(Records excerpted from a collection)
____________________
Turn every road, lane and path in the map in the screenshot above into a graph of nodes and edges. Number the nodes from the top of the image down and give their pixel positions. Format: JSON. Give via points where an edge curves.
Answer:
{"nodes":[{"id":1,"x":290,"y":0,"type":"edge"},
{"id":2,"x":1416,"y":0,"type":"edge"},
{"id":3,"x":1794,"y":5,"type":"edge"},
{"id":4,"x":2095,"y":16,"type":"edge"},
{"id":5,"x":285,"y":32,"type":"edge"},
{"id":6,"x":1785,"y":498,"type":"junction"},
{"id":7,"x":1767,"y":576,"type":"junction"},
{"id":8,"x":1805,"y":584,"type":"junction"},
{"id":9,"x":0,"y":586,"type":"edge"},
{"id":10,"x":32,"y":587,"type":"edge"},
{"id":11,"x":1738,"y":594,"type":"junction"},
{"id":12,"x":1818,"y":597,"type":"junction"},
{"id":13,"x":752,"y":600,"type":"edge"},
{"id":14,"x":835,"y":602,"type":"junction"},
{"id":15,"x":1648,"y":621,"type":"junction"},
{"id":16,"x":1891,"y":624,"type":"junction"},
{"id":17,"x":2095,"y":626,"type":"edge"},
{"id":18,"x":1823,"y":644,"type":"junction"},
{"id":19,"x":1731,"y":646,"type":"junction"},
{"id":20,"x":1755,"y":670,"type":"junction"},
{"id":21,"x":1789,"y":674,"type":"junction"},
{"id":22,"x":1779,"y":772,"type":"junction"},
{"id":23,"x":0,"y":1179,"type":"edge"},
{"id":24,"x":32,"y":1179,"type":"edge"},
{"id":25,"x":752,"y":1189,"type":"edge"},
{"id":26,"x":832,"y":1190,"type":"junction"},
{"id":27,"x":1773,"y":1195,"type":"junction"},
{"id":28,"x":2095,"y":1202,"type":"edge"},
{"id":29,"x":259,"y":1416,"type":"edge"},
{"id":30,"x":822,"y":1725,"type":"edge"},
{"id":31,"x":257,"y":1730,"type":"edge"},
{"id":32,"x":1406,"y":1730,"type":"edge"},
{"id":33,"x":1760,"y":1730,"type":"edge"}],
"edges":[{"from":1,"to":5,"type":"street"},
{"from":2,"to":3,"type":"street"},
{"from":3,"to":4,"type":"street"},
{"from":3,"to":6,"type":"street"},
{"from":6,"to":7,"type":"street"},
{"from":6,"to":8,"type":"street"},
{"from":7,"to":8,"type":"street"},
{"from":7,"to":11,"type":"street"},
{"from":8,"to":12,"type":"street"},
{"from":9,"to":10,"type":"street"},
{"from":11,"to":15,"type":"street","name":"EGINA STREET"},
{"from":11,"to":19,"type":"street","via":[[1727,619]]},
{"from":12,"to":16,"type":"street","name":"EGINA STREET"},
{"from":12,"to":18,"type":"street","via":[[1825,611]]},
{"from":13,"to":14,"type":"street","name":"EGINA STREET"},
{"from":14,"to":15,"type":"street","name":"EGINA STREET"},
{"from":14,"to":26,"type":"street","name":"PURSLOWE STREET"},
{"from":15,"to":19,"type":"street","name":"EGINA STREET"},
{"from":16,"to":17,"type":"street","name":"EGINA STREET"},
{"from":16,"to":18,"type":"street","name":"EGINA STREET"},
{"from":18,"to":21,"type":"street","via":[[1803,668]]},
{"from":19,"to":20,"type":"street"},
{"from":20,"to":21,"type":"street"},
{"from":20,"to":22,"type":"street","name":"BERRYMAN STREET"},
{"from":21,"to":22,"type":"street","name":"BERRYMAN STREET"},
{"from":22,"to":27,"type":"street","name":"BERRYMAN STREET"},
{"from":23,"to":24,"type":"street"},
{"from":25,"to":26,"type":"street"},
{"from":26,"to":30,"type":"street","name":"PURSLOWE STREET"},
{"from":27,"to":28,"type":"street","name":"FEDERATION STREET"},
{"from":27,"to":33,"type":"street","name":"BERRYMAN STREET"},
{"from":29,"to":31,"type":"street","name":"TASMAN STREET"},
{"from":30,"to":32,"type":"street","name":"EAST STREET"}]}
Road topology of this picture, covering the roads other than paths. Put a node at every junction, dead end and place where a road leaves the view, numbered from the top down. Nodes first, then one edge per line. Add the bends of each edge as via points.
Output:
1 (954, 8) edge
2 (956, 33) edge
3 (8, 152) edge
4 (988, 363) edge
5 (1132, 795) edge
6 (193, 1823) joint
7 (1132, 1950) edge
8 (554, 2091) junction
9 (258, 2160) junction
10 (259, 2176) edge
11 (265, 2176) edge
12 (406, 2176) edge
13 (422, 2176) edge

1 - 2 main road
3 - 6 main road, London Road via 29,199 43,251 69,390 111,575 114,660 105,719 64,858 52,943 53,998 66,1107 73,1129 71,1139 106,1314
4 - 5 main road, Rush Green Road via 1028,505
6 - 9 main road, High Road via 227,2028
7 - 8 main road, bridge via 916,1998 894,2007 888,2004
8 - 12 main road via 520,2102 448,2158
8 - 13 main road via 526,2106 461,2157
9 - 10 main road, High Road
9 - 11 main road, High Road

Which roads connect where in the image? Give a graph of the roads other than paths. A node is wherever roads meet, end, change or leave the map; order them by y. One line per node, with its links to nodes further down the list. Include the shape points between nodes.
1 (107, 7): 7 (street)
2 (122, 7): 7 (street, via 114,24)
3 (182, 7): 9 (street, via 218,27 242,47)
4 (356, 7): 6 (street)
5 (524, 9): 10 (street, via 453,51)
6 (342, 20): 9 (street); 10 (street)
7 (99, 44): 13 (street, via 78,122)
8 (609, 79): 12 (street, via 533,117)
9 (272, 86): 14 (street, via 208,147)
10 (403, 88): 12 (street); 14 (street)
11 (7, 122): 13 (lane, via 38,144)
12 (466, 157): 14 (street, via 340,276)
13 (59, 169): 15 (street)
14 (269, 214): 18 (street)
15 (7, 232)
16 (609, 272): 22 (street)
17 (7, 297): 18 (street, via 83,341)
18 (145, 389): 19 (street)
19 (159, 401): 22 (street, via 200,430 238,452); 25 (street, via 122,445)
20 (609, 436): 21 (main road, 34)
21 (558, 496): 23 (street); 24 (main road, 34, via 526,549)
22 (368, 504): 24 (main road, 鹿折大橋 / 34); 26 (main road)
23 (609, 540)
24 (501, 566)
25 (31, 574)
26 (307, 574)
____________________
- Activity -
Filter the entries down to the lines that hold "PURSLOWE". Copy those lines.

- Task result -
{"from":14,"to":26,"type":"street","name":"PURSLOWE STREET"},
{"from":26,"to":30,"type":"street","name":"PURSLOWE STREET"},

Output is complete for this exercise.